EXTRACTED MATERIAL START
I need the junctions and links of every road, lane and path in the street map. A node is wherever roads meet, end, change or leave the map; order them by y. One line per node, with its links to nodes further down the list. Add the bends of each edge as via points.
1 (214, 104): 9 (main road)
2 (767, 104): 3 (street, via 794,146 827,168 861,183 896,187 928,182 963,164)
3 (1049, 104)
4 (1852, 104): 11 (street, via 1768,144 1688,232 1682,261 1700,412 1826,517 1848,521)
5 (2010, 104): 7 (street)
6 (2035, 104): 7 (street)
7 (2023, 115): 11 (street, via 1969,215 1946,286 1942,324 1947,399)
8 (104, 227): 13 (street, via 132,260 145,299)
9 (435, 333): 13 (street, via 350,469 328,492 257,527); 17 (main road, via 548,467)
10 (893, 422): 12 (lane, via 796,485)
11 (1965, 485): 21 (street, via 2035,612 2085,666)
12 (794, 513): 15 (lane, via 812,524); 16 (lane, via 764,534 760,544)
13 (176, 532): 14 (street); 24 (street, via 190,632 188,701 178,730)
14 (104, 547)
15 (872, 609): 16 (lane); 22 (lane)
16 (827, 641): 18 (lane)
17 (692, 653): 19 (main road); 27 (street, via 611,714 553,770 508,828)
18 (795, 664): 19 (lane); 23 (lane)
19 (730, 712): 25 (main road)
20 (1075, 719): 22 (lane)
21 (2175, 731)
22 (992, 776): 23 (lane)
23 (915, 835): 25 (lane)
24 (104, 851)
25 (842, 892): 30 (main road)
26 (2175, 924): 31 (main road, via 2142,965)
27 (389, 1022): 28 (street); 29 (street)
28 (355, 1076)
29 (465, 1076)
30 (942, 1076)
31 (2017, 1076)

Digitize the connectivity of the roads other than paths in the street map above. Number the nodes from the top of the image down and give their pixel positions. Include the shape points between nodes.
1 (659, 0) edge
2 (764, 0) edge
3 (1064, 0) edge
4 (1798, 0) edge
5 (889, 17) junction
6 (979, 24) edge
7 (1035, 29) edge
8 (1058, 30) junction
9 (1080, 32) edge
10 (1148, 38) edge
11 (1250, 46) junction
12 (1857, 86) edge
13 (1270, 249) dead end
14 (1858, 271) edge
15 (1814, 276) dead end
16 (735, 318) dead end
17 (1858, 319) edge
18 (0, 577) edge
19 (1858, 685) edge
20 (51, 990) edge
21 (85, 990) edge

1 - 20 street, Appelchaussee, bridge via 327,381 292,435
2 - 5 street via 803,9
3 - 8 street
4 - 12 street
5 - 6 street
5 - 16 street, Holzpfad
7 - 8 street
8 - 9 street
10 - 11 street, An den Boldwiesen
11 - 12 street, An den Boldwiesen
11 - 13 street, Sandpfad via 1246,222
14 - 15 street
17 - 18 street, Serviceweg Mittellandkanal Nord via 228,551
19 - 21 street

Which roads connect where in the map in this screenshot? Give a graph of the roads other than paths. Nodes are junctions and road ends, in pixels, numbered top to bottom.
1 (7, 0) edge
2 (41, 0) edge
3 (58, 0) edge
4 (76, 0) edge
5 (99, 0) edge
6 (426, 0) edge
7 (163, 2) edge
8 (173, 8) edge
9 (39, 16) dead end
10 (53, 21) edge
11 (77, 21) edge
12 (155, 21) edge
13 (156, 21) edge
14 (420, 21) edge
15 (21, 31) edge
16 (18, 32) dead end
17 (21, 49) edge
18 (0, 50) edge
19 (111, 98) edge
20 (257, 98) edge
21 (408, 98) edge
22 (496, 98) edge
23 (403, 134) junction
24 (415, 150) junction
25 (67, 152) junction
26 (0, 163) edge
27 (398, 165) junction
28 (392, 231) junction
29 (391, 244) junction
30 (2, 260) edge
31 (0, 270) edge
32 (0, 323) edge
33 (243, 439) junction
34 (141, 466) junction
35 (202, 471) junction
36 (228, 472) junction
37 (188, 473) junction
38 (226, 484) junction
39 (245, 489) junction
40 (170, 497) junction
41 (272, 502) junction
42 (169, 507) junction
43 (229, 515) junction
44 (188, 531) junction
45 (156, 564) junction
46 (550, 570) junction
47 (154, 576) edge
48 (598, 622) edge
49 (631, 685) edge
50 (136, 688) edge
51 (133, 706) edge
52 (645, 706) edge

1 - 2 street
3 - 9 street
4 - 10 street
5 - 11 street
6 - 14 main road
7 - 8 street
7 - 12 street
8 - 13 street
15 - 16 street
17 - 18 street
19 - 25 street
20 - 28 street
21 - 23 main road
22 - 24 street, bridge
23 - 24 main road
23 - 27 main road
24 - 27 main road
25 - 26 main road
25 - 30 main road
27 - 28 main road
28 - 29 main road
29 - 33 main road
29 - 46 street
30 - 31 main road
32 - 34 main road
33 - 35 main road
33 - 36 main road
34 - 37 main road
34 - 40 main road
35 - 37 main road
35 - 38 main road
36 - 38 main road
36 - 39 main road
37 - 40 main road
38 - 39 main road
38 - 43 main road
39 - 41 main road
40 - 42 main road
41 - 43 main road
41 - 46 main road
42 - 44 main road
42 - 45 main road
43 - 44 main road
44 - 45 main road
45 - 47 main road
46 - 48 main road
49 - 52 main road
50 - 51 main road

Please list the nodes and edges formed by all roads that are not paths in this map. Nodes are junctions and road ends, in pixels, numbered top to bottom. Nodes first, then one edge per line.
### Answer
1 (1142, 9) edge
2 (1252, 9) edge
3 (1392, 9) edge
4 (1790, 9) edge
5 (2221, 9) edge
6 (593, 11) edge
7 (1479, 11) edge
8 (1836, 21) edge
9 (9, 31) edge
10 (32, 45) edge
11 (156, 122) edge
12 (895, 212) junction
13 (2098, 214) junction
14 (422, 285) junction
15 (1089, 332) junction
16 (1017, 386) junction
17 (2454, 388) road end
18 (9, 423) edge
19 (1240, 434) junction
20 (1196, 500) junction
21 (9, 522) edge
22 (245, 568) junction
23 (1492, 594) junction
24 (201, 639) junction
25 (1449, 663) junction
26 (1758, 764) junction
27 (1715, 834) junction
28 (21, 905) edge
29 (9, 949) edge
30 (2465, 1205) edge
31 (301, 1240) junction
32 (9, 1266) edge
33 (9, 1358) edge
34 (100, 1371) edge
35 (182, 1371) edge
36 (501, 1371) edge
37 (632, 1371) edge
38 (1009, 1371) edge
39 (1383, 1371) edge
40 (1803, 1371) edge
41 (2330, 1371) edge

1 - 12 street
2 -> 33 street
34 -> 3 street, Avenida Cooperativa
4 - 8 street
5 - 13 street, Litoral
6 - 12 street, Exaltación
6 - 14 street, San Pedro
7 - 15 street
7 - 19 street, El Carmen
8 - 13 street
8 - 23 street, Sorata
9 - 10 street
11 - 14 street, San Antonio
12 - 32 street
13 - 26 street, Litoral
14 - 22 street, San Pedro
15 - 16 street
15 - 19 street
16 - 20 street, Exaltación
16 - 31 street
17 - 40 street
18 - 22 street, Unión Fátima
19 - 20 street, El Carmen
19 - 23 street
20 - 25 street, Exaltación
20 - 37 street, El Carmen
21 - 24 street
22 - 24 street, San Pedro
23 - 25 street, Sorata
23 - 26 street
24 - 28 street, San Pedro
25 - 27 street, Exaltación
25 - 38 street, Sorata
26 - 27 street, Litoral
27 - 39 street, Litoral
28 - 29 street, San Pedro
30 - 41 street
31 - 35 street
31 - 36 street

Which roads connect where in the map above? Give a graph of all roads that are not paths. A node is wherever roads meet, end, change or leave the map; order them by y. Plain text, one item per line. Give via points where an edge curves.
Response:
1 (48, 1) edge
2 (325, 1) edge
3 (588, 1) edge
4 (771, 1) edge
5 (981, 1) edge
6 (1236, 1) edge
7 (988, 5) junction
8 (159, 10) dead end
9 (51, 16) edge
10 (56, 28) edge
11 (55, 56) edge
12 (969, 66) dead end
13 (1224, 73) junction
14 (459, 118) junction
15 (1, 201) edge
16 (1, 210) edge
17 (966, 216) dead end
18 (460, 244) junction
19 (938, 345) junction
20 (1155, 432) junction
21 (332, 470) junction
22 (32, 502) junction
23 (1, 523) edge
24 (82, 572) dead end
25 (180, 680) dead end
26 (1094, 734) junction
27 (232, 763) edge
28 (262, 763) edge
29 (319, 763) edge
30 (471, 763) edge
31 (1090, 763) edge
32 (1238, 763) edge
EXTRACTED MATERIAL END
PROMPT: Only the lines from the one with "Which roads connect where in the map above?" through the end of the listing should be output, exactly as they appear.

RESPONSE TO THE EXERCISE:
Which roads connect where in the map above? Give a graph of all roads that are not paths. A node is wherever roads meet, end, change or leave the map; order them by y. Plain text, one item per line. Give via points where an edge curves.
Response:
1 (48, 1) edge
2 (325, 1) edge
3 (588, 1) edge
4 (771, 1) edge
5 (981, 1) edge
6 (1236, 1) edge
7 (988, 5) junction
8 (159, 10) dead end
9 (51, 16) edge
10 (56, 28) edge
11 (55, 56) edge
12 (969, 66) dead end
13 (1224, 73) junction
14 (459, 118) junction
15 (1, 201) edge
16 (1, 210) edge
17 (966, 216) dead end
18 (460, 244) junction
19 (938, 345) junction
20 (1155, 432) junction
21 (332, 470) junction
22 (32, 502) junction
23 (1, 523) edge
24 (82, 572) dead end
25 (180, 680) dead end
26 (1094, 734) junction
27 (232, 763) edge
28 (262, 763) edge
29 (319, 763) edge
30 (471, 763) edge
31 (1090, 763) edge
32 (1238, 763) edge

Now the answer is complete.